Input data:
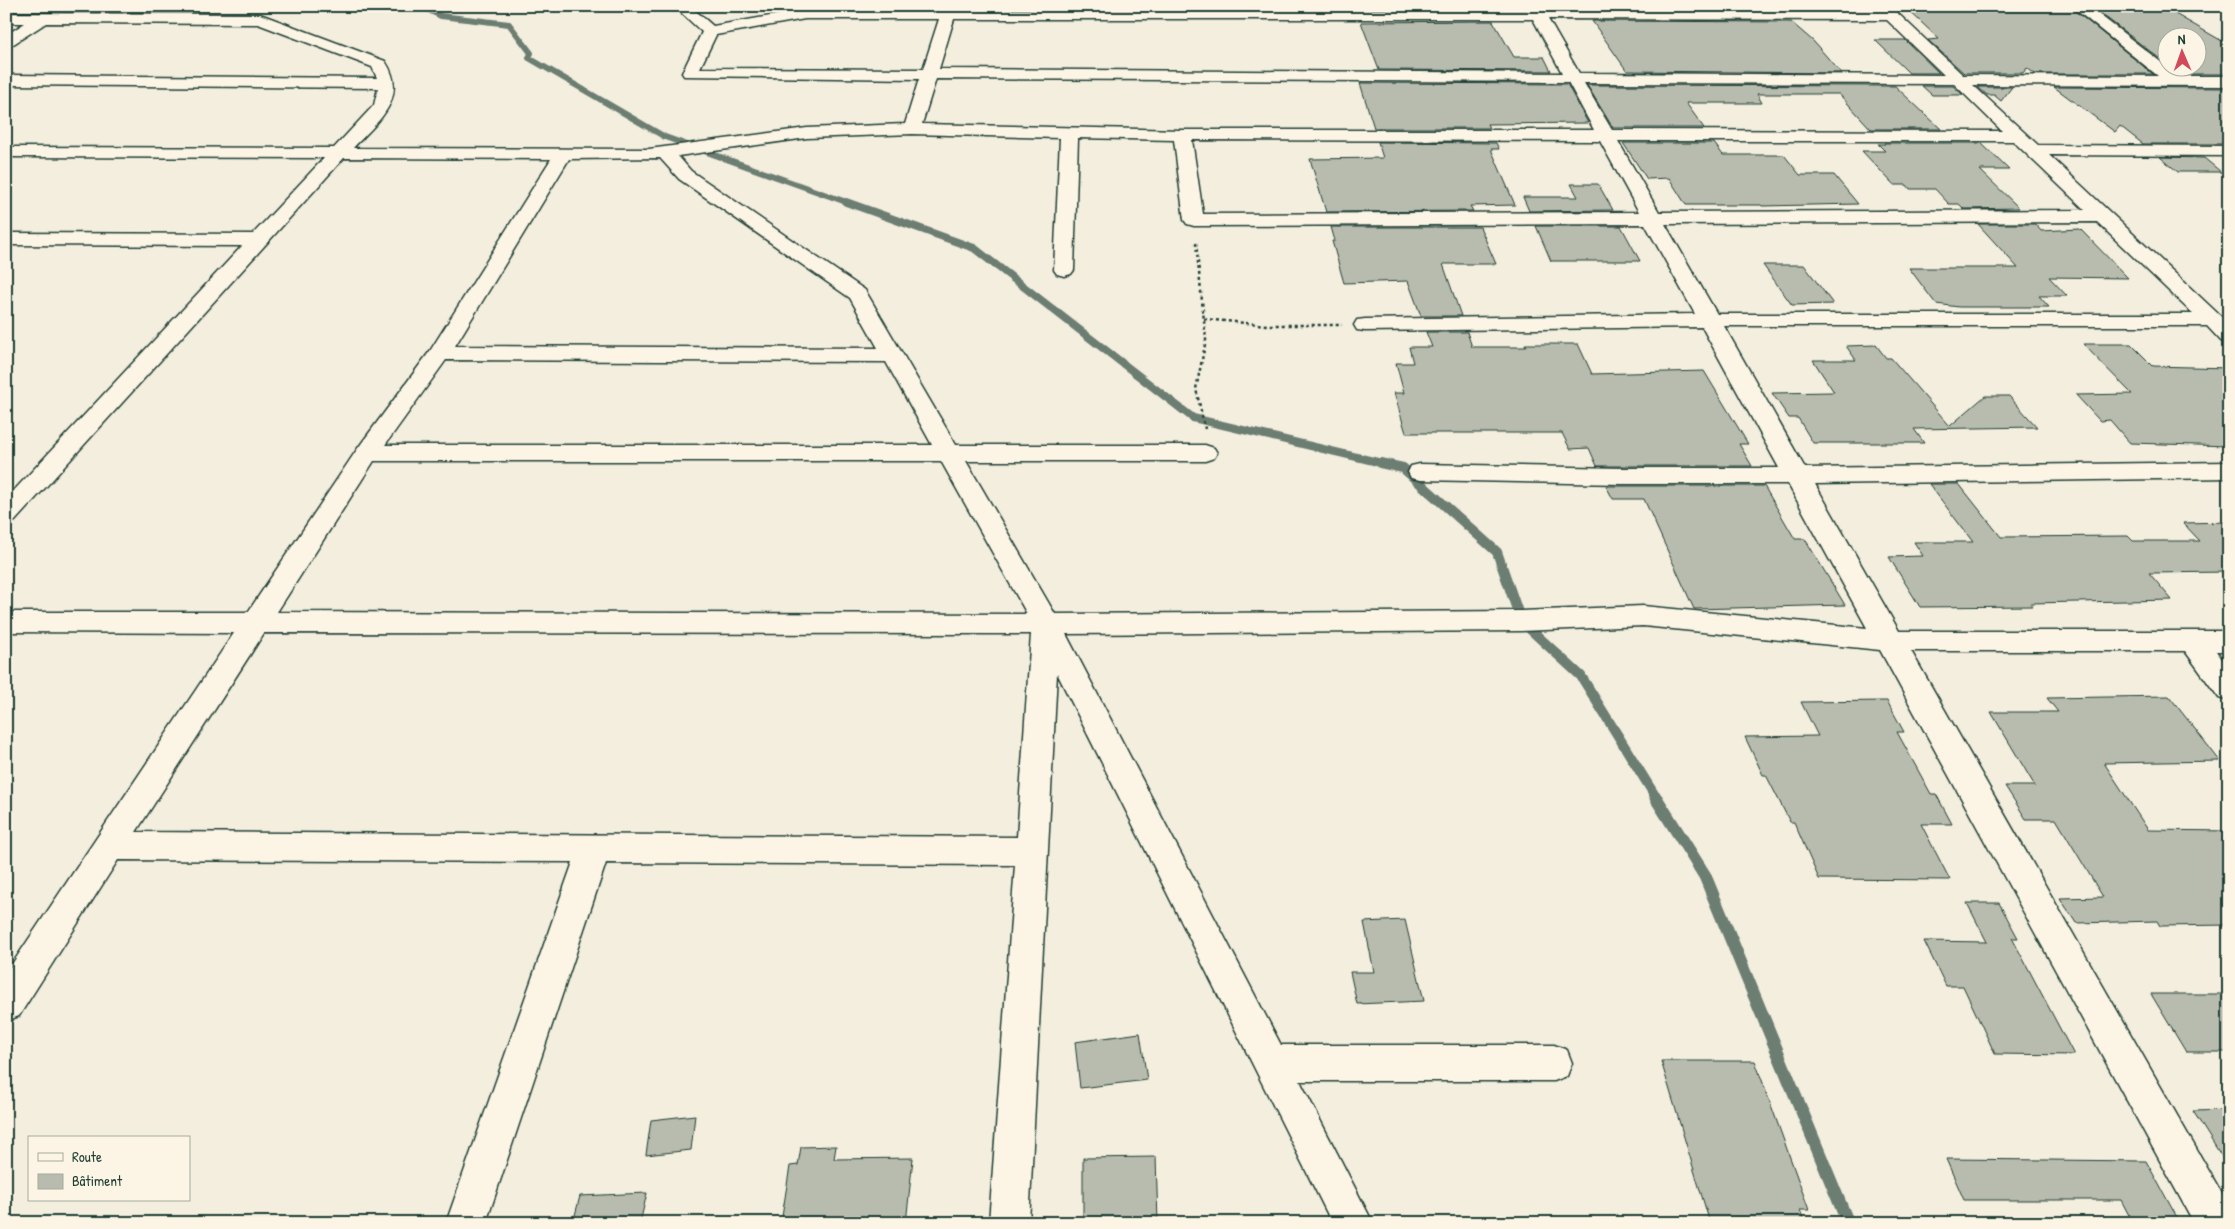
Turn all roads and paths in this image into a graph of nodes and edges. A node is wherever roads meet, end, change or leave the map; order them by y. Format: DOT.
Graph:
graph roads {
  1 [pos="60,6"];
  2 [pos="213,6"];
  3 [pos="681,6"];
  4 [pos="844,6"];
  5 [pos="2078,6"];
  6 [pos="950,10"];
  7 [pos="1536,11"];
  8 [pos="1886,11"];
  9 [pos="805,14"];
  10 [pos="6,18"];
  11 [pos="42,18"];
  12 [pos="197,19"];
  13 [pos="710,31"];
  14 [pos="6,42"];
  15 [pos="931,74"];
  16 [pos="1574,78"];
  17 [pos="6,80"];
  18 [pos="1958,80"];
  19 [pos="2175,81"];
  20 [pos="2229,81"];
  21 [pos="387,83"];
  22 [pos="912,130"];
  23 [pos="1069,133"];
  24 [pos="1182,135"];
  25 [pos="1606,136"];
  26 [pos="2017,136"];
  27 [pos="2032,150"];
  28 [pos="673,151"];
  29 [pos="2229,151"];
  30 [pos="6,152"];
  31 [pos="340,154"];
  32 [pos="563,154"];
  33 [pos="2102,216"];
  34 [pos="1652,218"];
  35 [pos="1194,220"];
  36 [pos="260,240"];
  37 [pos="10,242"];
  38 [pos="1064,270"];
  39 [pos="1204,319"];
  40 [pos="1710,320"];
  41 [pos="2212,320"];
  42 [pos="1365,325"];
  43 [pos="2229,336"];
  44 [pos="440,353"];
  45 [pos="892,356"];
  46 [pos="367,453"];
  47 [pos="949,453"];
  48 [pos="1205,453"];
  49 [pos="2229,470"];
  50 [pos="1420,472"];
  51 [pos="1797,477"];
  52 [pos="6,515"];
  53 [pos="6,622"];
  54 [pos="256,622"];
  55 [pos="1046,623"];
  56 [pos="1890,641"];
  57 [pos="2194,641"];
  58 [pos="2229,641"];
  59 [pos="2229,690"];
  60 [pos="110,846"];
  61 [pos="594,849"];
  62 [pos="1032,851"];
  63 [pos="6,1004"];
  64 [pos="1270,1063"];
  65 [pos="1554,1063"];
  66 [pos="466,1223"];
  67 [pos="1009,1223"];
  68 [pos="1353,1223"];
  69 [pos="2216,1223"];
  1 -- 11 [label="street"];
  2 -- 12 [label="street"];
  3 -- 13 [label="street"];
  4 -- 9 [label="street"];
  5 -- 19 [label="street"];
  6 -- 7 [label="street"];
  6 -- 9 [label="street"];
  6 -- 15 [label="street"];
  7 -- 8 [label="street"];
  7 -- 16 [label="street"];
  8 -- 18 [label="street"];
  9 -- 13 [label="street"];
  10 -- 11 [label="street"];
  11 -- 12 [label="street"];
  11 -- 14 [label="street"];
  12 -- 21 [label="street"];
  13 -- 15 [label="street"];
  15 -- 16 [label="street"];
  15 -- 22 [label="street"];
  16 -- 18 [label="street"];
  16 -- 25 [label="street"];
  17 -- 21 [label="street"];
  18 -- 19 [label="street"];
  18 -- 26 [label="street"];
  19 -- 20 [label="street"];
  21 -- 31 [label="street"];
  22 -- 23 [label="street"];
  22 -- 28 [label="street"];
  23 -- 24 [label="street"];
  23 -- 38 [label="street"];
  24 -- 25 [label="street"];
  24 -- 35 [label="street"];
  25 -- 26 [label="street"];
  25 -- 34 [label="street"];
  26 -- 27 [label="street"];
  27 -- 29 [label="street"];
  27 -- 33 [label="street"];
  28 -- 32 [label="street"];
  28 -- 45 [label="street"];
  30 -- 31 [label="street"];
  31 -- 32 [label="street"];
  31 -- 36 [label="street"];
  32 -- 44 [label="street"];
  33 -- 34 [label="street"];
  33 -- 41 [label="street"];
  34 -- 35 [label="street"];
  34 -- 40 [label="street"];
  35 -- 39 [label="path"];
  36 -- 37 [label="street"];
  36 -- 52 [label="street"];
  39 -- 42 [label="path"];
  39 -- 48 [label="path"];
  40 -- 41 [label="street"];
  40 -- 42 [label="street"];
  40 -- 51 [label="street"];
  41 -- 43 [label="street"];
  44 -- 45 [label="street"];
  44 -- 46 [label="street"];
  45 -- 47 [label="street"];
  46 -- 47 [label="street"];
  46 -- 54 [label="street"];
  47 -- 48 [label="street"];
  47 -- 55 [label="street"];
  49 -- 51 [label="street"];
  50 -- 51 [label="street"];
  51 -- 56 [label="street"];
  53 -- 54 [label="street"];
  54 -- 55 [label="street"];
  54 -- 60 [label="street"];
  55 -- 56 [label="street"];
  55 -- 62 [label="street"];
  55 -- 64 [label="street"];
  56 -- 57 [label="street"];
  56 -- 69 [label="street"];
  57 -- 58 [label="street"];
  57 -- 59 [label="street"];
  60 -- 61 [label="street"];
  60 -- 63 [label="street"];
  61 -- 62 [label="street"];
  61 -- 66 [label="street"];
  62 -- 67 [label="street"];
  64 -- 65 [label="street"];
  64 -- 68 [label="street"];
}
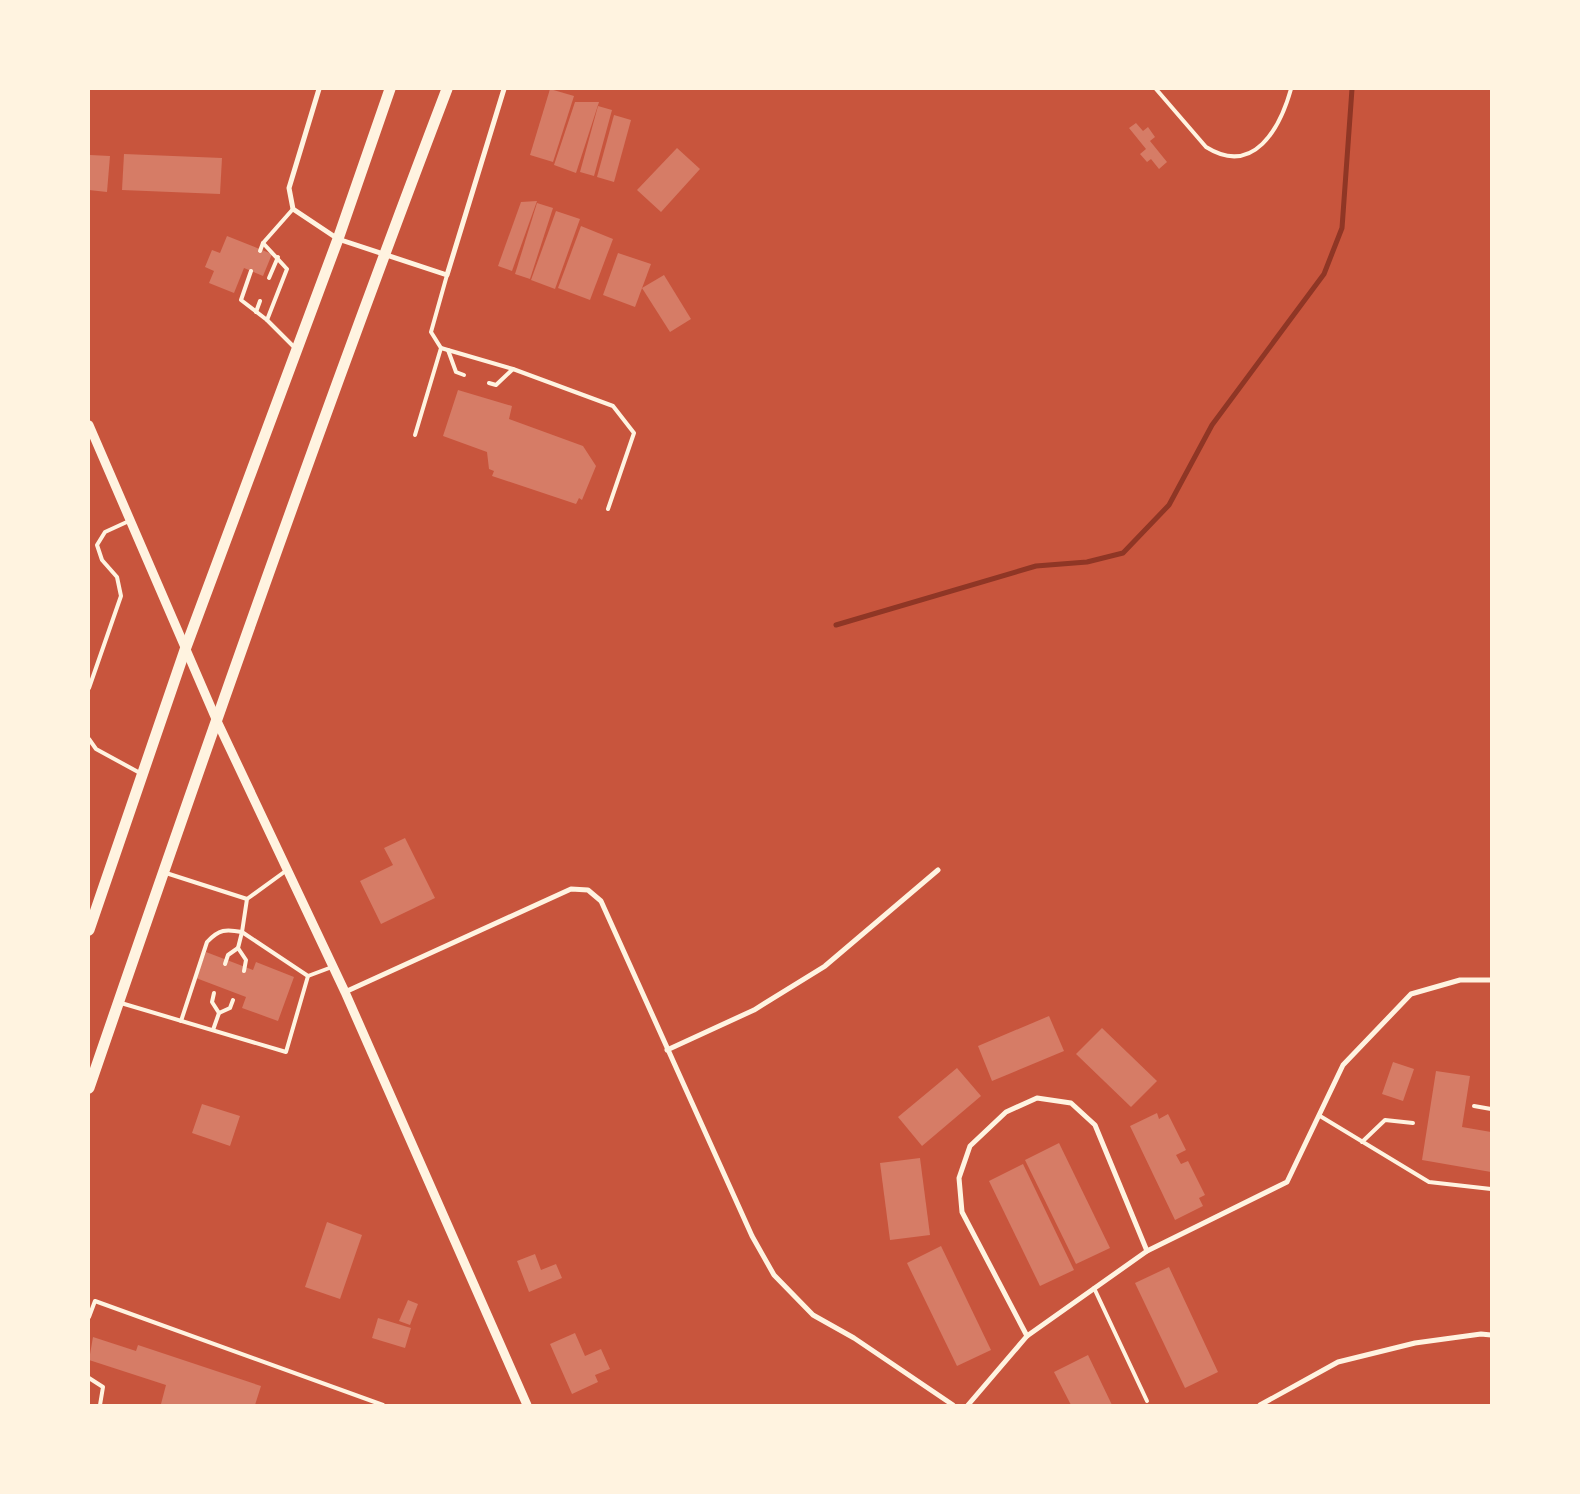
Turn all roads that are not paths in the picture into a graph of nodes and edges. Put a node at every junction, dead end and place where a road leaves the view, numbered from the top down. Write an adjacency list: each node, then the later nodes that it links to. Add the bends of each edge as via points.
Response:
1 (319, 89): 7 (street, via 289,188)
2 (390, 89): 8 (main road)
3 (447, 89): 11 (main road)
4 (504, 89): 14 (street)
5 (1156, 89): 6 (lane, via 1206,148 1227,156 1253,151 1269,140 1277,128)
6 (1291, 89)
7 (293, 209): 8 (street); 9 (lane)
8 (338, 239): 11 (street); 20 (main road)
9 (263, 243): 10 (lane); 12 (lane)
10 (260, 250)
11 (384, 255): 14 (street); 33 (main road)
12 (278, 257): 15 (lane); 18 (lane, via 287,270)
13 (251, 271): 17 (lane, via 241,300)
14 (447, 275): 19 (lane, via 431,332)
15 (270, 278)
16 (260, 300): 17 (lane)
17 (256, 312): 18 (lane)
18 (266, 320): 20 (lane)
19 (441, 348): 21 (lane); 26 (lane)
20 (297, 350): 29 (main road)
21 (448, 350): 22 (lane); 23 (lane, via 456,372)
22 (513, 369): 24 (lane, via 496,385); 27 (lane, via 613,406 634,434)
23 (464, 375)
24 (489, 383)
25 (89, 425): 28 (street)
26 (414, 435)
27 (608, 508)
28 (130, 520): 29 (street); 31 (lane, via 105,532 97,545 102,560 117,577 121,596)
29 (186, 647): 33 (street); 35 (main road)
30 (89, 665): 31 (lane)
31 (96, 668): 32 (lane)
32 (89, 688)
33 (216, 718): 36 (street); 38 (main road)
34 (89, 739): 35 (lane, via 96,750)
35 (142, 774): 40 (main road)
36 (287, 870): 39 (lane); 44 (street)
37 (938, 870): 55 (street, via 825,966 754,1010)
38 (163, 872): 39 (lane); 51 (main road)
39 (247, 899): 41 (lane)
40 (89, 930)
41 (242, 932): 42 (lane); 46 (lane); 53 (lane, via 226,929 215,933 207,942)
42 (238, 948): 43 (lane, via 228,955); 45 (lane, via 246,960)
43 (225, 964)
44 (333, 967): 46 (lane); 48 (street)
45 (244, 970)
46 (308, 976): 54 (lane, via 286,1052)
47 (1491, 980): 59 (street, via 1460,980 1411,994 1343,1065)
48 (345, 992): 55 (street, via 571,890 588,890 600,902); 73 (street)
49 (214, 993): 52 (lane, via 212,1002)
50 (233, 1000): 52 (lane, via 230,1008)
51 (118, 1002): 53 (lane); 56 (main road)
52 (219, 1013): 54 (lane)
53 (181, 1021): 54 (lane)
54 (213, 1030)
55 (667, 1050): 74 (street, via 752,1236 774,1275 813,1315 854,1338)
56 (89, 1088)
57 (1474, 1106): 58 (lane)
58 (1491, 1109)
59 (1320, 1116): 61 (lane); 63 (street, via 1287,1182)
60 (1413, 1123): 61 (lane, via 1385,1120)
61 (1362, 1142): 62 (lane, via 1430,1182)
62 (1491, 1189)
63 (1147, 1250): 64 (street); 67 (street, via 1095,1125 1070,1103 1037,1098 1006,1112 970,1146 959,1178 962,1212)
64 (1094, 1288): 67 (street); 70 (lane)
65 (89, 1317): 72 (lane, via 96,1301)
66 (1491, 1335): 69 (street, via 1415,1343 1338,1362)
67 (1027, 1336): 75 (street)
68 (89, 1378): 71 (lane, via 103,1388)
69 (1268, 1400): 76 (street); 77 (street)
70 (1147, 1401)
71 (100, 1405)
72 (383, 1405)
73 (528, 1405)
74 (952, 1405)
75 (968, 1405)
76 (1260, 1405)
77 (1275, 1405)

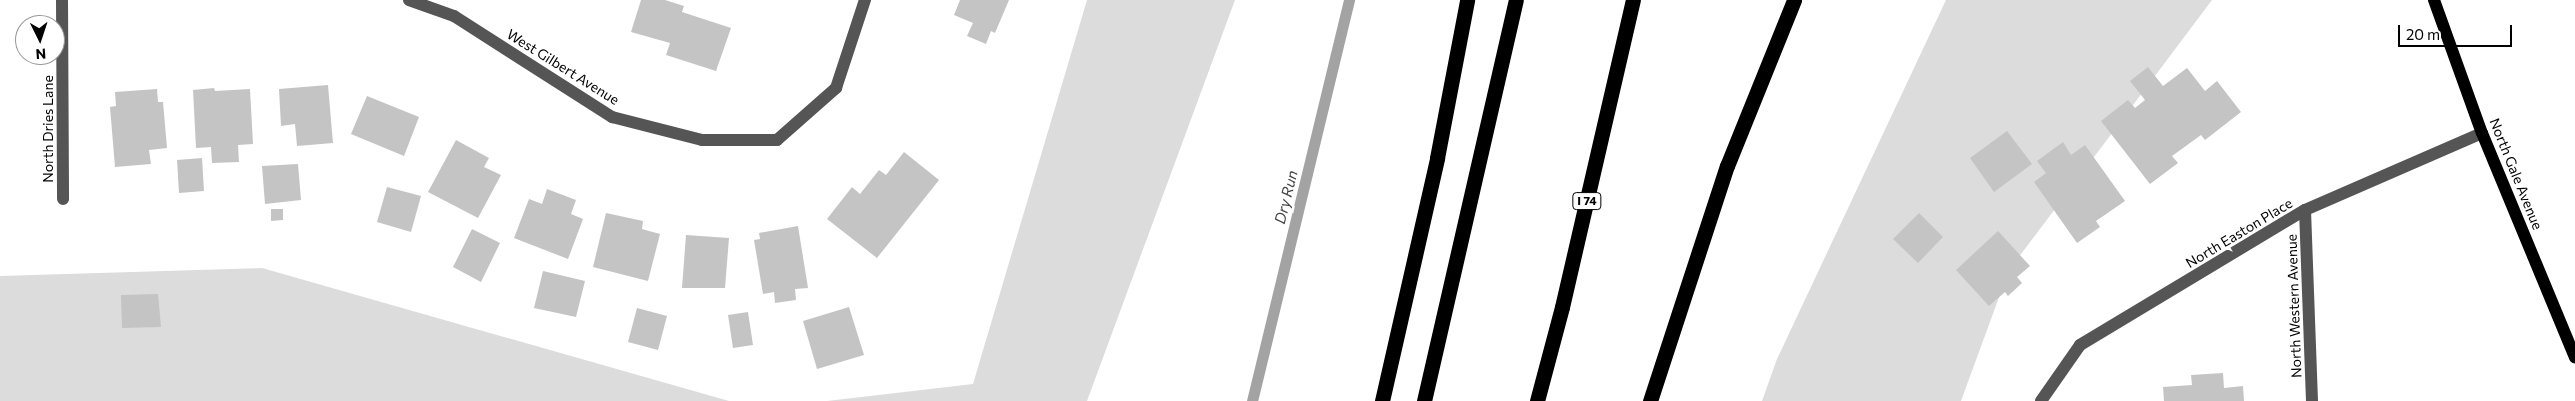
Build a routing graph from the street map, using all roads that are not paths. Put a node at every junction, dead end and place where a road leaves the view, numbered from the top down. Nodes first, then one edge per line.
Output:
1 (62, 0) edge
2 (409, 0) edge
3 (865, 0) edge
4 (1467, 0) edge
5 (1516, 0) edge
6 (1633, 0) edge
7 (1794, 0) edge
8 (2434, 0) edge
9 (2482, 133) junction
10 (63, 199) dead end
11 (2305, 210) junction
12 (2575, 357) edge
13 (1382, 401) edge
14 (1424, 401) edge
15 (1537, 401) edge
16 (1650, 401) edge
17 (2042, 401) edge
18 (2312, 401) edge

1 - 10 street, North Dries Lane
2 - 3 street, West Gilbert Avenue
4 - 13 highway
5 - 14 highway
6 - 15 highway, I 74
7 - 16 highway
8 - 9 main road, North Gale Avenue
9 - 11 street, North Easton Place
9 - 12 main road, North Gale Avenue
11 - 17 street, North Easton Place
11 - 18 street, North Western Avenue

Exercise directions: Each line above that contains the word "view" should be copied.

Completed task:
Turn all roads that are not paths in the picture into a graph of nodes and edges. Put a node at every junction, dead end and place where a road leaves the view, numbered from the top down. Write an adjacency list: each node, then the later nodes that it links to. Add the bends of each edge as via points.
Build a routing graph from the street map, using all roads that are not paths. Put a node at every junction, dead end and place where a road leaves the view, numbered from the top down. Nodes first, then one edge per line.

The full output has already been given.